Encountering this situation (i.e. Terraform trying to delete and recreate the resource) is not normal and may indicate a specific error. Some possible problems could be:
- As a result of overriding the constructed ID after Terraform calls, Terraform could not match the IDs and tries to recreate the resource. Please see this issue for details. In this type of cases, you need to review your external name configuration.
- Crossplane's concept of Late Initialization may cause some side effects. One of them is while late initialization, filling a field that is not initially filled on the manifest may cause the resource to be destroyed and recreated. In such a case, it should be evaluated that which field's value is set will cause such an error. During this evaluation, it will be necessary to make use of the terraform registry document. In the end, the field that is thought to solve the problem is put into the ignore list using the late initialization configuration and the test is repeated from the beginning.
- Some resources fall into
tainted
state as a result of certain steps in the creation process fail. Please see tainted issue for details.
- External Name Configuration Related Errors: The most common known issue is
errors in the external name configuration. A clear error message regarding this
situation may not be visible. Many error messages can be related to an incorrect
external name configuration. Such as, a field cannot be read properly from the
parameter map, there are unexpected fields in the generated
main.tf.json
file, etc.
Therefore, when debugging a non-ready resource; if you do not see errors returned by the Cloud API related to the constraints or characteristics of the service (for example, you are stuck on the creation limit of this resource in this region, or the use of the relevant field for this resource depends on the following conditions etc.), the first point to check is external name configuration.
- Late Initialization Errors: Late Initialization is one of the key concepts of Crossplane.

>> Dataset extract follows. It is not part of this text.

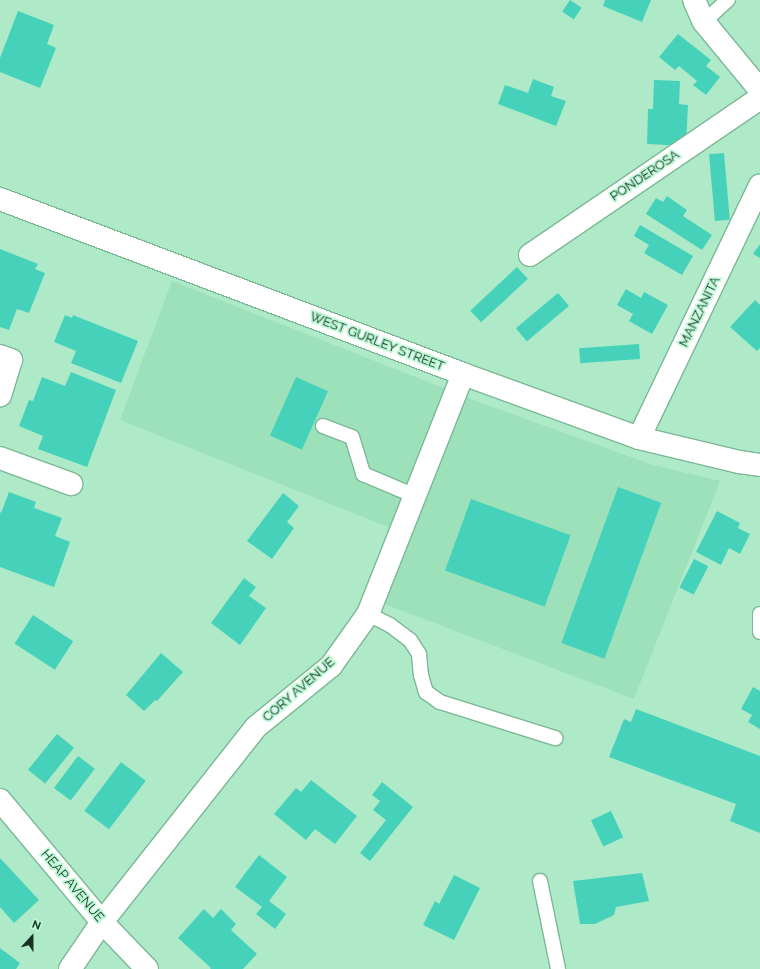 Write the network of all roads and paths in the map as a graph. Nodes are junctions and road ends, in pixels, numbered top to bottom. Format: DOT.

It allows for some values that are not initially located in the resource's manifest to be filled with the values returned by the cloud providers.
As a side effect of this, some fields conflict each other. In this case, a detailed error message is usually displayed about which fields conflict with each other. In this case, the relevant field should be skipped by these steps.
- Provider Service Specific Errors: Every cloud provider and every service has its own features and behavior. Therefore, you may see special error messages in the status of the resources from time to time. These may say that you are out of the allowed values in some fields of the resource, or that you need to enable the relevant service, etc. In such cases, please review your example manifest and try to find the appropriate example.
Important
make reviewable
and kubectl apply -f package/crds
commands must be run
after any change that will affect the schema or controller of the
configured/tested resource. In addition, the provider needs to be restarted
after the changes in the controllers, because the controller change actually
corresponds to the changes made in the running code.